Your task –
Please copy out every line in the records below that includes the word "down".

(Entries supplied)

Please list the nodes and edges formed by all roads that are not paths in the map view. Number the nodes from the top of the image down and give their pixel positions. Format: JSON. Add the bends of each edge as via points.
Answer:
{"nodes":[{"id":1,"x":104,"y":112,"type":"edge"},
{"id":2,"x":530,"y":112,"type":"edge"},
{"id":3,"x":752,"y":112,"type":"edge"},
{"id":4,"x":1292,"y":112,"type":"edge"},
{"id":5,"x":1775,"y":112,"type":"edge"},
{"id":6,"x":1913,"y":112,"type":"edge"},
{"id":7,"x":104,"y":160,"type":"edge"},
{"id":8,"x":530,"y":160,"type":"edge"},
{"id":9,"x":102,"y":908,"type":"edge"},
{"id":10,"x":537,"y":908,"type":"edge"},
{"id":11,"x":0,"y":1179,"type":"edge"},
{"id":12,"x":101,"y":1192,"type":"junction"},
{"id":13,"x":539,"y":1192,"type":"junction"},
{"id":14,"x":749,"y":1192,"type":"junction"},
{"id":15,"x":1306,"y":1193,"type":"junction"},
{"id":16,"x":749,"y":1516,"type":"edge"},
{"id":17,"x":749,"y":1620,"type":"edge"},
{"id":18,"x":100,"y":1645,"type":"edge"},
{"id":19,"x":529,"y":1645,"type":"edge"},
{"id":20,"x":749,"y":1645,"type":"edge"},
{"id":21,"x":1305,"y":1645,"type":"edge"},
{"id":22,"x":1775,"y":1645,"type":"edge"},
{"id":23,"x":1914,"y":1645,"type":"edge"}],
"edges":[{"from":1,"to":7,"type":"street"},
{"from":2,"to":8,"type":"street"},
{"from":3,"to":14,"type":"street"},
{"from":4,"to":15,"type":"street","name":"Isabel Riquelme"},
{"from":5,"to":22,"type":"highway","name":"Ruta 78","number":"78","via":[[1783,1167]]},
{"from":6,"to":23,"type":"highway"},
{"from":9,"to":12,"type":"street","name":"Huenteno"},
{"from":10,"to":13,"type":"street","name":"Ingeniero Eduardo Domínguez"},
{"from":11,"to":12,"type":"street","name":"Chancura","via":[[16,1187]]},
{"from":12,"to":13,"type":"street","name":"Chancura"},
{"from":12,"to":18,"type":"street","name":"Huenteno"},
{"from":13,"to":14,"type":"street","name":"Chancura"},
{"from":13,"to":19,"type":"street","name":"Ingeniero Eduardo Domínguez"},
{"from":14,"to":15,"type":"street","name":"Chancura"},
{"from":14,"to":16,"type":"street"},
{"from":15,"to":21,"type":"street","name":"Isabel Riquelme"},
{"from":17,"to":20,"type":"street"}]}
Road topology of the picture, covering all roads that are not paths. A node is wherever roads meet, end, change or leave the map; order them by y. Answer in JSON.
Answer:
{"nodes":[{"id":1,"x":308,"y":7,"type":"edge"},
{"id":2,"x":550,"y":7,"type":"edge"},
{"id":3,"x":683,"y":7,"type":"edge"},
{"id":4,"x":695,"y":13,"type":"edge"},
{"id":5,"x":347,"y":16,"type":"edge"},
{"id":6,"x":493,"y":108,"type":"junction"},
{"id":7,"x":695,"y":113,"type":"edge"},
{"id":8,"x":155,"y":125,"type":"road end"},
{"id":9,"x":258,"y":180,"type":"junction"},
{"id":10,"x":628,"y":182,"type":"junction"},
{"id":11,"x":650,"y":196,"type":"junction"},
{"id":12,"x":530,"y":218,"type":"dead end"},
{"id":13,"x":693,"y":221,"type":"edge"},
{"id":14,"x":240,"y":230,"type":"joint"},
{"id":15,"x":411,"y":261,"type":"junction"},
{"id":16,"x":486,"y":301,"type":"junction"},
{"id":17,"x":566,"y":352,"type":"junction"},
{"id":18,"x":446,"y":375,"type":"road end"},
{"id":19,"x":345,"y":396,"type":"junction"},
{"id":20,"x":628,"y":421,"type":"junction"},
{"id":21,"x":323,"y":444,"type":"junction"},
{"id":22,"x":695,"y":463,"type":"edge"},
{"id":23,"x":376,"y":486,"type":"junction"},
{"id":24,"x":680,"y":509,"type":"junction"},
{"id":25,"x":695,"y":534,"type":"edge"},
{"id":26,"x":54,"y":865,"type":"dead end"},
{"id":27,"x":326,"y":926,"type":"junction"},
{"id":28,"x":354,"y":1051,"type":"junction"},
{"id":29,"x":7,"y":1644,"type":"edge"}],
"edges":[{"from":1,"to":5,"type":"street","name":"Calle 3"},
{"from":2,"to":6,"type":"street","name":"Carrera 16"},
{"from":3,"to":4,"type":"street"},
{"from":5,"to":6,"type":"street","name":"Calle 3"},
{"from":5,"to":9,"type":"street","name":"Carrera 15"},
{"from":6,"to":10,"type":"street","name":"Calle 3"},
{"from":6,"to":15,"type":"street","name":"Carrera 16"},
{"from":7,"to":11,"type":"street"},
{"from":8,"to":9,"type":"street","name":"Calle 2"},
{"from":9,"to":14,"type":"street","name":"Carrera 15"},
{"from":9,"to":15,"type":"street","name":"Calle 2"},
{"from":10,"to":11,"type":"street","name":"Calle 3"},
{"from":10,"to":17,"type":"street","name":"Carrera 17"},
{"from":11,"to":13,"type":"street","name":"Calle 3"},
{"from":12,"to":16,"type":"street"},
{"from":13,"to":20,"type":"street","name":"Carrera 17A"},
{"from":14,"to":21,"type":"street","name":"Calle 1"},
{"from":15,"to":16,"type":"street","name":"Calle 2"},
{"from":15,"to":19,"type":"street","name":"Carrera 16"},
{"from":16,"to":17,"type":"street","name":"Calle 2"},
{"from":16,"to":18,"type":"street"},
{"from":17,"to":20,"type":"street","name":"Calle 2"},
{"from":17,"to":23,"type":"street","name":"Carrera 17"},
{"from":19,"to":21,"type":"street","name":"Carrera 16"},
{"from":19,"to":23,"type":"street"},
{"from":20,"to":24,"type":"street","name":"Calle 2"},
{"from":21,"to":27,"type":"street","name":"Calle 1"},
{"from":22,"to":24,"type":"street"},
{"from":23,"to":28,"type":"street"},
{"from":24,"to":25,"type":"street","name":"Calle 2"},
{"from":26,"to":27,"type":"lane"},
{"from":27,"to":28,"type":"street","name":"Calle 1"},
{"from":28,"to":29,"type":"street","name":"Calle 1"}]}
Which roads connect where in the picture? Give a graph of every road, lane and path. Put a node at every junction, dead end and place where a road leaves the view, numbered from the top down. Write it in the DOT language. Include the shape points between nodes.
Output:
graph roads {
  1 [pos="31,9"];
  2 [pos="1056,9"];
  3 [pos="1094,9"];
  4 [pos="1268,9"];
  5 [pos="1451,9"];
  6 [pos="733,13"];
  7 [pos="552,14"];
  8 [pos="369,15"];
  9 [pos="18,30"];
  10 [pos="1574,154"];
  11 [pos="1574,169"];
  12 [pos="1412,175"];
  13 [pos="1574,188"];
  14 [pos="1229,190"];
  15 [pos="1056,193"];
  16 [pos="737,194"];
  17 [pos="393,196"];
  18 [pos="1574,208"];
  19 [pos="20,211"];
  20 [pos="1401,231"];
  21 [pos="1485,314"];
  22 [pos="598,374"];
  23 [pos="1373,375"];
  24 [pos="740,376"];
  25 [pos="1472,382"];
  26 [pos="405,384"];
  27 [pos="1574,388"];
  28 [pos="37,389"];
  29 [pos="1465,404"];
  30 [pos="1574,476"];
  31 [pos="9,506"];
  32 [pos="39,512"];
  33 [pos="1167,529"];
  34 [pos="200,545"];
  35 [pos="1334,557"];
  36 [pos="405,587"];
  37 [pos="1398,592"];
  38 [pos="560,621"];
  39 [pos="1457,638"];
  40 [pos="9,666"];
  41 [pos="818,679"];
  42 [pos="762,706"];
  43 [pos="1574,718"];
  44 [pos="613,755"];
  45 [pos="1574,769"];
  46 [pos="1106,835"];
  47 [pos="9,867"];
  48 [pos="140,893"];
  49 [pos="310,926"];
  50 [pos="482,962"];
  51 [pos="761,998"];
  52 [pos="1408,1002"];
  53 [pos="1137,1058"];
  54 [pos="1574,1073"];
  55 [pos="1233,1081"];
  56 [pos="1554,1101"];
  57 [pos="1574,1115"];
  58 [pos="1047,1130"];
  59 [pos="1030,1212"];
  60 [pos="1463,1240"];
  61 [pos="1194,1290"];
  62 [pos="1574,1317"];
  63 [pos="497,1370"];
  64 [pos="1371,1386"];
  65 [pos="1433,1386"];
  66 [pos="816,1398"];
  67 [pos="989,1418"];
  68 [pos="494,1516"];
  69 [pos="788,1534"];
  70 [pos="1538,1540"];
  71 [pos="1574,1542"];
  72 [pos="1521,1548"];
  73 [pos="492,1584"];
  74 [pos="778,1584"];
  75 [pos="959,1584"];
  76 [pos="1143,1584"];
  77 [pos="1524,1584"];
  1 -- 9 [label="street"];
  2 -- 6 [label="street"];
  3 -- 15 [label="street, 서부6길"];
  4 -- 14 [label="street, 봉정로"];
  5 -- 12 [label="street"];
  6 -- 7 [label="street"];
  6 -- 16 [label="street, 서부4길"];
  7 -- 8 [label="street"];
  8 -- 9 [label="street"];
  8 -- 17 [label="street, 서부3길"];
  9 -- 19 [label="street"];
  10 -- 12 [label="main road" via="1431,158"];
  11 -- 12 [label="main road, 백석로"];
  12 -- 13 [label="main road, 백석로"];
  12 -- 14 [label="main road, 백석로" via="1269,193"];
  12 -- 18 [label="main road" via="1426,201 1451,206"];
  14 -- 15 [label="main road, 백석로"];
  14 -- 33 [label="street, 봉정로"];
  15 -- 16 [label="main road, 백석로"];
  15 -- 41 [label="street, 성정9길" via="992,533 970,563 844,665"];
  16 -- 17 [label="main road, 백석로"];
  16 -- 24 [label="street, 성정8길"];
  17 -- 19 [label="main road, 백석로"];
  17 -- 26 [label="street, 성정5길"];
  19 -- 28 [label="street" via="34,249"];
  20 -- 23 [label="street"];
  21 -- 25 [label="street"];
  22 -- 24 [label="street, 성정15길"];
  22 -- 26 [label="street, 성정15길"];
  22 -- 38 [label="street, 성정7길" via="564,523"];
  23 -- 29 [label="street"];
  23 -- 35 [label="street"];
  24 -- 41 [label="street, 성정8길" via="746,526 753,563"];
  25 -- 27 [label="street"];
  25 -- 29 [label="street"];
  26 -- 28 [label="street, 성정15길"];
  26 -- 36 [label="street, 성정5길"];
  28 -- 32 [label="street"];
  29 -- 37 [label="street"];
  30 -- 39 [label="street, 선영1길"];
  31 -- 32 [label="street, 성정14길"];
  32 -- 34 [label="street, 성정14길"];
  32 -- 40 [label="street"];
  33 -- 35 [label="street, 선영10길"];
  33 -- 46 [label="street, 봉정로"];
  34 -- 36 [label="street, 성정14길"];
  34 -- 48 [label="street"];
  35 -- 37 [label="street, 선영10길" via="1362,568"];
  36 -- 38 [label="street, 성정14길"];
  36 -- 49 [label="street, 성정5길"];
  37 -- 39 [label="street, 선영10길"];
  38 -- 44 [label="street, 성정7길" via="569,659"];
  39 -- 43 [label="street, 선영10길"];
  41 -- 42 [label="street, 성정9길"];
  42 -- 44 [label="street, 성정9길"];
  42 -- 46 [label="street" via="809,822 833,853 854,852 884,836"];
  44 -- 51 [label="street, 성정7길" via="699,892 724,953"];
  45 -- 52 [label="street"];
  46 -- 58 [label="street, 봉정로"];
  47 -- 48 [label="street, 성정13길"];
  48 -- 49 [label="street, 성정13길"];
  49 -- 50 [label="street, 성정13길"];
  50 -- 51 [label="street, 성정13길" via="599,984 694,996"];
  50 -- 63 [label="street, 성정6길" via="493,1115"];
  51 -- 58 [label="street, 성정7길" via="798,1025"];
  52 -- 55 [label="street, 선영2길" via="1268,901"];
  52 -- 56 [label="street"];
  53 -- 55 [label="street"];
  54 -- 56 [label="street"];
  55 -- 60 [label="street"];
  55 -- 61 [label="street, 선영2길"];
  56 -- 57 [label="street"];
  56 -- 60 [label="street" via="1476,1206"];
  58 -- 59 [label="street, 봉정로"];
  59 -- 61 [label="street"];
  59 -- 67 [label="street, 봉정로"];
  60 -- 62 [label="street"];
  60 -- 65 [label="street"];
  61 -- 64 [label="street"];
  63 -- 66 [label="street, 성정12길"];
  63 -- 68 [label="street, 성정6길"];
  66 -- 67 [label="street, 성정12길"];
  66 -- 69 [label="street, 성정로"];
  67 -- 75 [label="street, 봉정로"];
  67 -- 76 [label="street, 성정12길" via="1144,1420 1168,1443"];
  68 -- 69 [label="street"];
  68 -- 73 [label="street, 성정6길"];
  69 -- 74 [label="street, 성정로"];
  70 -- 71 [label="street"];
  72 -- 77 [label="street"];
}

(End Entries supplied)

Finished task –
Please list the nodes and edges formed by all roads that are not paths in the map view. Number the nodes from the top of the image down and give their pixel positions. Format: JSON. Add the bends of each edge as via points.
Which roads connect where in the picture? Give a graph of every road, lane and path. Put a node at every junction, dead end and place where a road leaves the view, numbered from the top down. Write it in the DOT language. Include the shape points between nodes.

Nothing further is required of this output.